» **What is being asked**: From start to finish, set down the entries below exactly, leaving out the pictures.

» **Records supplied**:
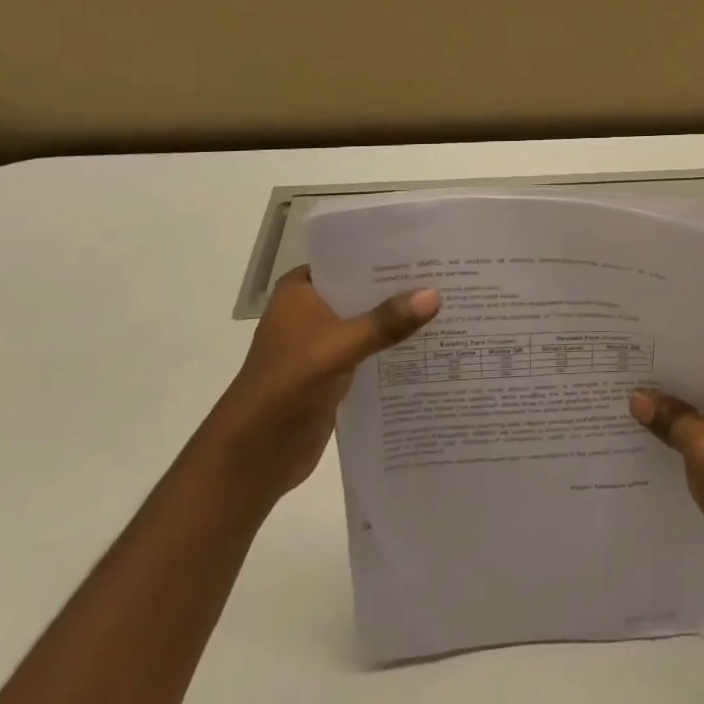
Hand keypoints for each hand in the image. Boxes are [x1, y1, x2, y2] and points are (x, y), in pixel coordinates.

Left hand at [204, 267, 438, 499]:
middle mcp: (312, 310)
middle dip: (402, 286)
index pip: (350, 258)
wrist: (253, 457)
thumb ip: (385, 322)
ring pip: (371, 320)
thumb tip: (435, 295)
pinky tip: (433, 343)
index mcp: (301, 290)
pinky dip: (396, 347)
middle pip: (365, 289)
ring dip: (401, 318)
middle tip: (451, 274)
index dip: (388, 253)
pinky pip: (373, 350)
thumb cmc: (286, 387)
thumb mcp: (338, 347)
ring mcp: (323, 342)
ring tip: (451, 303)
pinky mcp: (335, 372)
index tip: (430, 246)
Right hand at [630, 360, 703, 574]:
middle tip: (627, 380)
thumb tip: (636, 397)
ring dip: (673, 413)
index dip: (672, 358)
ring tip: (631, 406)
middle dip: (668, 387)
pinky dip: (682, 433)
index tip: (638, 358)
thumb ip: (666, 414)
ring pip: (700, 409)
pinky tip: (650, 436)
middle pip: (701, 383)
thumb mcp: (697, 440)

» **Task response**:
Hand keypoints for each hand in the image. Boxes are [x1, y1, x2, y2] and points are (x, y), in pixel coordinates.

Left hand at [204, 267, 438, 499]:
middle mcp: (312, 310)
middle dip: (402, 286)
index pip: (350, 258)
wrist: (253, 457)
thumb ip: (385, 322)
ring pip: (371, 320)
thumb tip: (435, 295)
pinky tip: (433, 343)
index mcp: (301, 290)
pinky dip: (396, 347)
middle pip: (365, 289)
ring dip: (401, 318)
middle tip: (451, 274)
index dip: (388, 253)
pinky pip: (373, 350)
thumb cmc: (286, 387)
thumb mcp: (338, 347)
ring mcp: (323, 342)
ring tip: (451, 303)
pinky mcp: (335, 372)
index tip: (430, 246)
Right hand at [630, 360, 703, 574]:
middle tip: (627, 380)
thumb tip: (636, 397)
ring dip: (673, 413)
index dip: (672, 358)
ring tip: (631, 406)
middle dip: (668, 387)
pinky dip: (682, 433)
index tip: (638, 358)
thumb ip: (666, 414)
ring pip: (700, 409)
pinky tip: (650, 436)
middle pip: (701, 383)
thumb mcp: (697, 440)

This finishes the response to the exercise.